§ Work required
Where does the string "curves" appear? Copy every line of the entries below that holds it.

§ The records

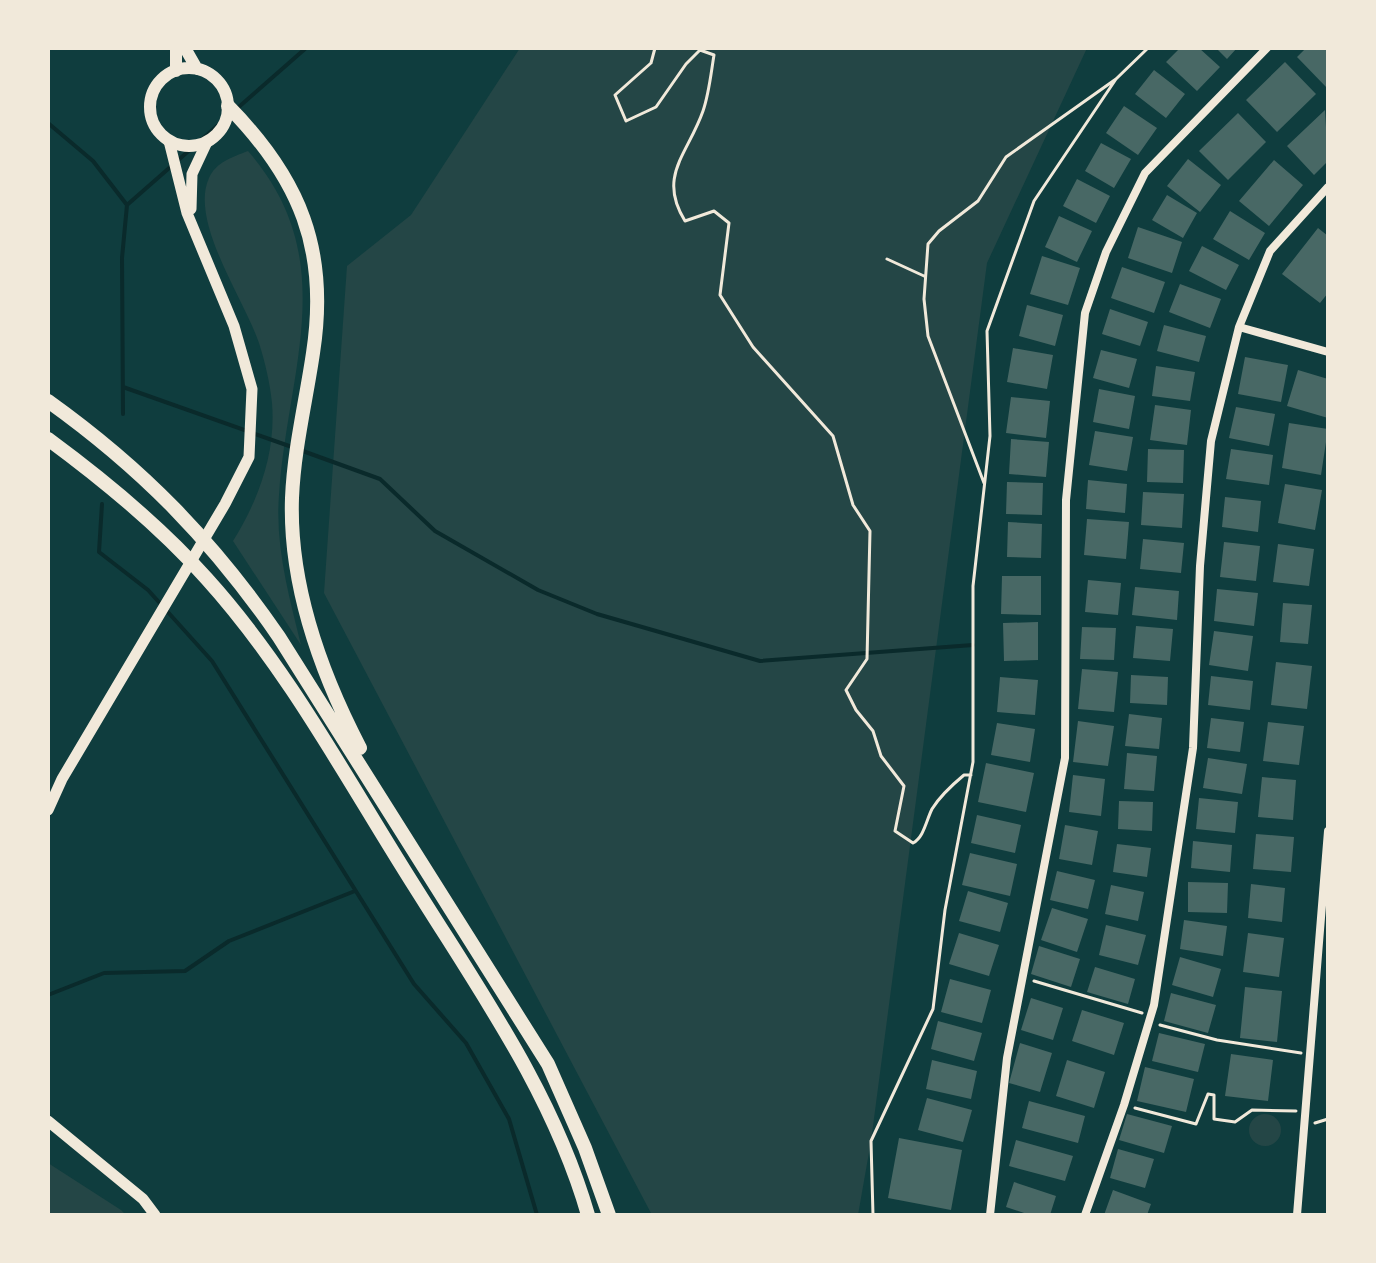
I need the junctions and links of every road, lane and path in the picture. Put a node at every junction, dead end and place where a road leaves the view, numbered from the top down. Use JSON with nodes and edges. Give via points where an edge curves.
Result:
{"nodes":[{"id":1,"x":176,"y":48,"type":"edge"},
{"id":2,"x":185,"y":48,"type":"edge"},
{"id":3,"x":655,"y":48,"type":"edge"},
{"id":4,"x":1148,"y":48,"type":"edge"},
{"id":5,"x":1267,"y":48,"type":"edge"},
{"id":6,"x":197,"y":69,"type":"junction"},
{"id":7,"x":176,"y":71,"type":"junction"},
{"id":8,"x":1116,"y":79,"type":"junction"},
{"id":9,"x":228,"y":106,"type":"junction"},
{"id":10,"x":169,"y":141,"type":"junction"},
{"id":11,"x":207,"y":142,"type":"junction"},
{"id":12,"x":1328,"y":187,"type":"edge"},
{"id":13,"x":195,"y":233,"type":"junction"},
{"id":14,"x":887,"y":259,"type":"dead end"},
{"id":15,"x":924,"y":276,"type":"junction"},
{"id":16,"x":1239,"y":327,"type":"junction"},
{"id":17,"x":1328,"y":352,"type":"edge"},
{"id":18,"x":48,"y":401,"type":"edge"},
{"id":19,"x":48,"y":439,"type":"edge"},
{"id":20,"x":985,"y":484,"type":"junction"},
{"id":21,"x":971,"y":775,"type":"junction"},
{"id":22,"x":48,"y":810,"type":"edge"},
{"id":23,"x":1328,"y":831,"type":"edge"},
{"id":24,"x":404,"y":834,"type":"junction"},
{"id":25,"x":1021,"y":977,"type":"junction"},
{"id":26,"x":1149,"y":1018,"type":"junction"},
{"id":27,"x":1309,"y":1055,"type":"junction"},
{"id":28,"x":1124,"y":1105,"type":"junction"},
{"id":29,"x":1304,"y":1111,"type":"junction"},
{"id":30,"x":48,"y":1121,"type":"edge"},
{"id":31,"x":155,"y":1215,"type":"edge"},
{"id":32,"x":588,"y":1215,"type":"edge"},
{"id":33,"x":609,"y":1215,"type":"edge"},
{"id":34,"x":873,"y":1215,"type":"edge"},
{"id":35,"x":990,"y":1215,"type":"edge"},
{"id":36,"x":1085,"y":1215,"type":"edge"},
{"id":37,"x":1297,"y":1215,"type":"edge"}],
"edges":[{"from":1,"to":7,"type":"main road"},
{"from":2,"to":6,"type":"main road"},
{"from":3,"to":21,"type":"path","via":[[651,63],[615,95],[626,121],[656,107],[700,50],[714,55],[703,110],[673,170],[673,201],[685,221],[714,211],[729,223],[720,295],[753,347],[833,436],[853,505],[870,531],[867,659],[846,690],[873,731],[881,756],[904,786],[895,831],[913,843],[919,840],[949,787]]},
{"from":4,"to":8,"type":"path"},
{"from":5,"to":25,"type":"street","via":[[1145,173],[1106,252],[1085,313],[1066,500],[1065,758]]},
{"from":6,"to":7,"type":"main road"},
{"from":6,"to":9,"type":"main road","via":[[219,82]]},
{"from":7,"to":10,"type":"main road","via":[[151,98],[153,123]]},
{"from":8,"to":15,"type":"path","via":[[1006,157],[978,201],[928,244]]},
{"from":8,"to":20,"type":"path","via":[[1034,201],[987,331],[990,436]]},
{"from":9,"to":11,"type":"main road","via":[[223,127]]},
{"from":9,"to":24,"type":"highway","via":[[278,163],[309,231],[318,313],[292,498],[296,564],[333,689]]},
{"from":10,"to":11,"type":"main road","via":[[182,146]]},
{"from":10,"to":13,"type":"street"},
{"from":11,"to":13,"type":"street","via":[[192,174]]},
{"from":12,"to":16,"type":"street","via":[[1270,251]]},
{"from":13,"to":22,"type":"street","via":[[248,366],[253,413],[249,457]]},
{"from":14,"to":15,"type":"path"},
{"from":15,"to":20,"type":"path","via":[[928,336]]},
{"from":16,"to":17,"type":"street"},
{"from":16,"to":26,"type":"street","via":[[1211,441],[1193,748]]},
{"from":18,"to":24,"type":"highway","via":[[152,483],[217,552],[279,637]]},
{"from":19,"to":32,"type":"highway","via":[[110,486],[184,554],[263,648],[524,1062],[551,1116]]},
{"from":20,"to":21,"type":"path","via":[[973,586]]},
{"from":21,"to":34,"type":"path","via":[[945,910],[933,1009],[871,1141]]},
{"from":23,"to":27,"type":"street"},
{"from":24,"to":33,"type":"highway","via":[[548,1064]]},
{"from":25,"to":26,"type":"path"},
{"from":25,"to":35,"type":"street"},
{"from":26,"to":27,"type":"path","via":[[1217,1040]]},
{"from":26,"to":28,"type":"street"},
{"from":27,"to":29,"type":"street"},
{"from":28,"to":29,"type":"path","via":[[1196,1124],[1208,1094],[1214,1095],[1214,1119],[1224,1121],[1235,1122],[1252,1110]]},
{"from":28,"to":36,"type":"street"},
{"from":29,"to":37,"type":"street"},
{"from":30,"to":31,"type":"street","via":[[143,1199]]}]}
==
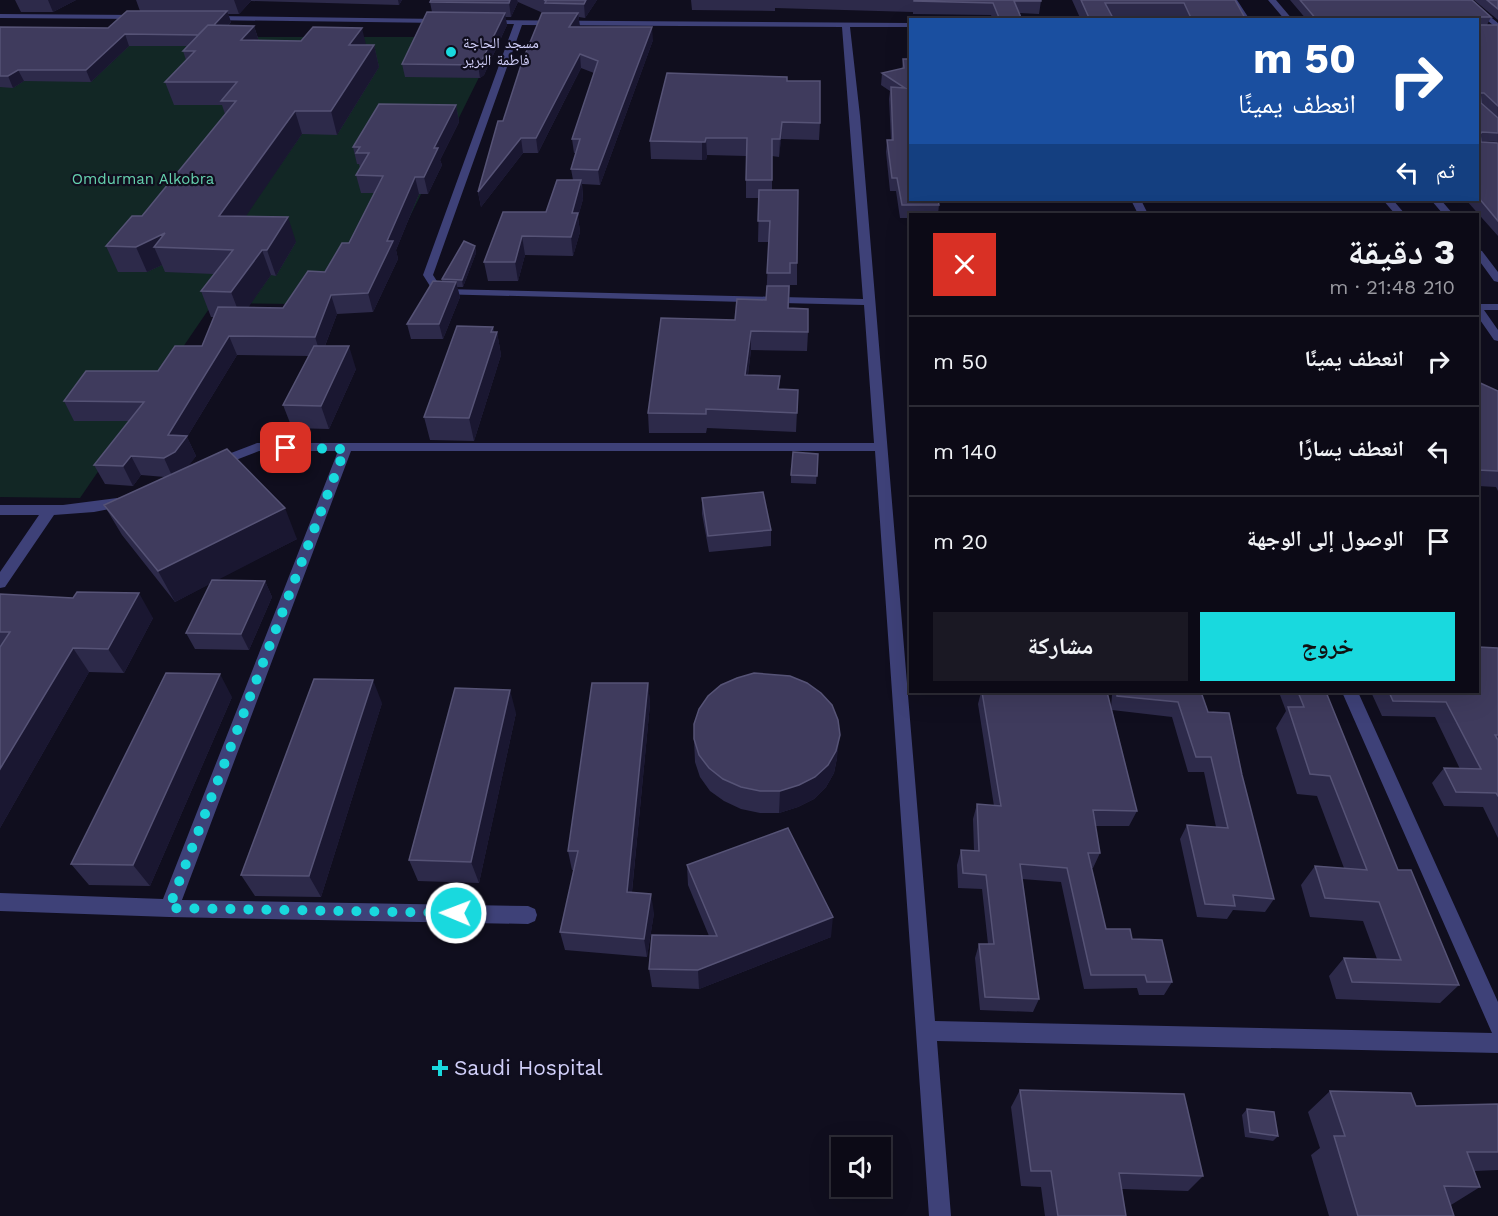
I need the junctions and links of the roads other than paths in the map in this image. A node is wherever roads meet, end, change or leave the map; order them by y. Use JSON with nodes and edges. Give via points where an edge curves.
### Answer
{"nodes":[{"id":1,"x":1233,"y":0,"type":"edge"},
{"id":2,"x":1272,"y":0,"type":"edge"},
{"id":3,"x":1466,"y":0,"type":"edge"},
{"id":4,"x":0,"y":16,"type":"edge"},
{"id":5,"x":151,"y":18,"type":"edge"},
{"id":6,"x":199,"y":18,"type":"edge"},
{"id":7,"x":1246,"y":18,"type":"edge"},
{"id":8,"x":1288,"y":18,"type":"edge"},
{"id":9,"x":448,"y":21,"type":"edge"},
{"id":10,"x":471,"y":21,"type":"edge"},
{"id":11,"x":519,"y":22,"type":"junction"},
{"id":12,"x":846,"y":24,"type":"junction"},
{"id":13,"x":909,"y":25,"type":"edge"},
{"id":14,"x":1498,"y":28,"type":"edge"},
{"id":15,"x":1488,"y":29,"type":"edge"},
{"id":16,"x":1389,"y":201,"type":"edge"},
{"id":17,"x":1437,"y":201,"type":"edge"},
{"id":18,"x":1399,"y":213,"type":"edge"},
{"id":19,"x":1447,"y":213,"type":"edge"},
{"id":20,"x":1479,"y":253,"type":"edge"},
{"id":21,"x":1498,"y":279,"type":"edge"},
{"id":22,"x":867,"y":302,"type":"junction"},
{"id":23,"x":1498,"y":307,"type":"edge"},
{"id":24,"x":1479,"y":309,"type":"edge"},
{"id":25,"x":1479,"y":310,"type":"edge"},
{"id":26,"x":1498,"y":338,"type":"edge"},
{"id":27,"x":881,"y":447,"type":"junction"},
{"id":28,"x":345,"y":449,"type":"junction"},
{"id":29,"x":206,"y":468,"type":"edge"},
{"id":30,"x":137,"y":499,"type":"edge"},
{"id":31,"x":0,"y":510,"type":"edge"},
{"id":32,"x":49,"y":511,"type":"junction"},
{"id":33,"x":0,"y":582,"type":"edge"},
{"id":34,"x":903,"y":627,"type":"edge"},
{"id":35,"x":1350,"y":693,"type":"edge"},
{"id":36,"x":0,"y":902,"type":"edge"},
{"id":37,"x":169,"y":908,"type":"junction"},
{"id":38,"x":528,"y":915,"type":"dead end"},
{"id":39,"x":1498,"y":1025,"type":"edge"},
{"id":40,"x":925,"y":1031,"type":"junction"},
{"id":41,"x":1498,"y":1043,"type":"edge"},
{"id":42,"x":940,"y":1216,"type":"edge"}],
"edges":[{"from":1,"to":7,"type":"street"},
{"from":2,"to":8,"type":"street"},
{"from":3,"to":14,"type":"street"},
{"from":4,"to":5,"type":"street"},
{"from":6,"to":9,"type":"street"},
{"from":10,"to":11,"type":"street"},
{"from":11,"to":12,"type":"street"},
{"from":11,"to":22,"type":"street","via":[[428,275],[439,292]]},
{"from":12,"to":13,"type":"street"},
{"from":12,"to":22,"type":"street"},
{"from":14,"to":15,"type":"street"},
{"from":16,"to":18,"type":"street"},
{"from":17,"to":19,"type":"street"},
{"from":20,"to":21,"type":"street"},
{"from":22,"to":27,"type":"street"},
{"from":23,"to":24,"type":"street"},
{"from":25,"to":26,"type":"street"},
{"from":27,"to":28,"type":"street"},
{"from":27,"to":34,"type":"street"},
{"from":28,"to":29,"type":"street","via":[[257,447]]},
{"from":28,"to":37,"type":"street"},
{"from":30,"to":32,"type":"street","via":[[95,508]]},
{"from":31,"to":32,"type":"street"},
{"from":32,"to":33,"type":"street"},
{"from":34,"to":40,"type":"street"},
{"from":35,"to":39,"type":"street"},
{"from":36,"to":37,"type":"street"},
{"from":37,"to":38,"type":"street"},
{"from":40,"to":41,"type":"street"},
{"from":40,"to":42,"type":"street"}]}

§ Exercise response
I need the junctions and links of every road, lane and path in the picture. Put a node at every junction, dead end and place where a road leaves the view, numbered from the top down. Use JSON with nodes and edges. Give via points where an edge curves.
I need the junctions and links of the roads other than paths in the map in this image. A node is wherever roads meet, end, change or leave the map; order them by y. Use JSON with nodes and edges. Give via points where an edge curves.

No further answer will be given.